Logo cedo, no café da manhã com autoridades e familiares no Palácio da Alvorada, ao recordar marcos históricos no Bicentenário da Independência, Bolsonaro ameaçou novamente a democracia, como tem feito desde a sua posse. Depois de citar o Golpe de 1964, disse que agora a "história pode se repetir". Como assim?

À tarde, montado num trio elétrico do pastor Silas Malafaia, diante de impassíveis militares que abrilhantaram seu comício no Rio, o capitão mirou no seu principal adversário na eleição, que lidera todas as pesquisas:

"Comparem o Brasil com os países da América do Sul, comparem com a Venezuela. O que esses países têm em comum? São amigos do 9 dedos que disputa a eleição no Brasil. Não é voltar apenas na cena do crime.

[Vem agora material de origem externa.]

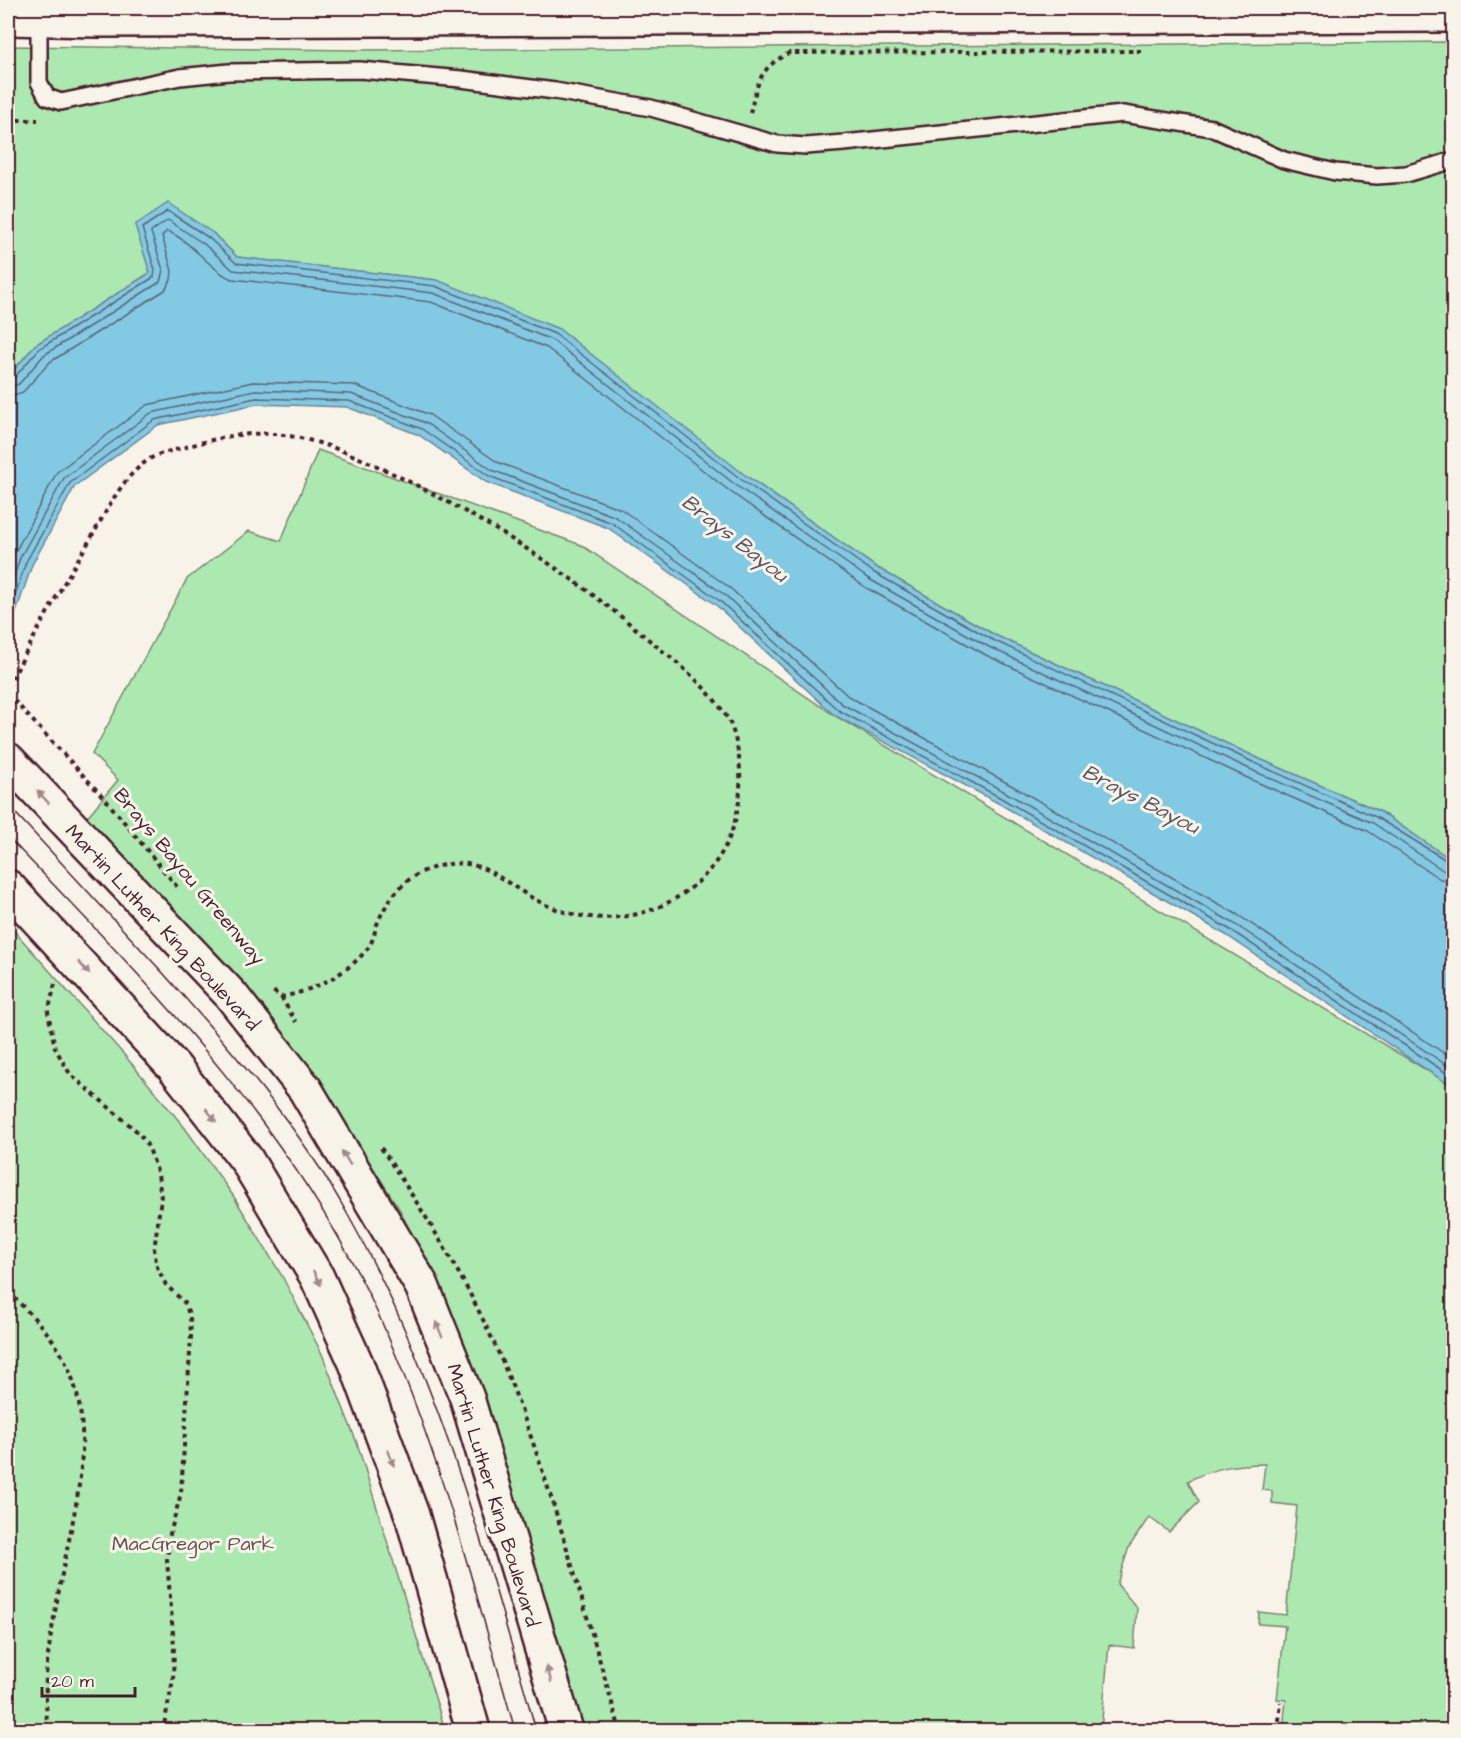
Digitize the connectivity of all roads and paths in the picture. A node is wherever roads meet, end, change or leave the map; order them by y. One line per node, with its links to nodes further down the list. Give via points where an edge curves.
1 (734, 14): 2 (main road); 3 (main road)
2 (29, 15): 5 (lane, via 39,82 47,97 61,102 189,76 360,70 555,91 651,108)
3 (1454, 15)
4 (1147, 51): 5 (path, via 789,53 770,62 758,82)
5 (744, 133): 6 (lane, via 777,144 806,146 1123,114 1212,128 1284,160 1335,172 1406,174)
6 (1454, 160)
7 (8, 687): 13 (path, Brays Bayou Greenway, via 114,497 135,471 156,456 216,438 276,435 306,440 360,458 479,517 580,585 696,679 730,723 741,781 735,826 711,869 686,892 664,905 638,915 603,920 538,901 487,868 436,867 403,885 386,906 368,947 346,968 312,988 281,997)
8 (8, 694): 11 (path, Brays Bayou Greenway, via 106,800)
9 (8, 760): 19 (main road, Martin Luther King Boulevard, one-way to 9, via 467,1398 422,1286 305,1089 231,995)
10 (8, 886): 12 (main road)
11 (181, 892)
12 (54, 935): 17 (path, via 48,1012 55,1048 70,1074 139,1133 149,1148 161,1198 154,1250 157,1267 166,1286 185,1303 190,1317 181,1493 167,1560 174,1646 173,1680); 18 (main road, one-way to 18, via 174,1067 246,1159 317,1277 356,1363 412,1515)
13 (263, 984)
14 (8, 1291): 16 (path, via 49,1335 62,1358 75,1392 84,1437 77,1501 46,1676)
15 (1281, 1702): 20 (path)
16 (47, 1731)
17 (163, 1731)
18 (473, 1731)
19 (566, 1731)
20 (1278, 1731)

Esse tipo de gente tem que ser extirpado da vida pública.".

É a mesma ameaça que fez na campanha de 2018, no Acre, quando falou que iria "metralhar a petralhada". Ainda não chegou a tanto, mas eliminar os opositores que se colocam no seu caminho virou uma obsessão diante das dificuldades de vencê-los nas urnas.

Para mostrar que estava disposto a tudo, no dia em que partiu para o "tudo ou nada" do "agora ou nunca", transformou o palanque oficial num puxadinho particular, como se estivesse no "cercadinho" do Alvorada.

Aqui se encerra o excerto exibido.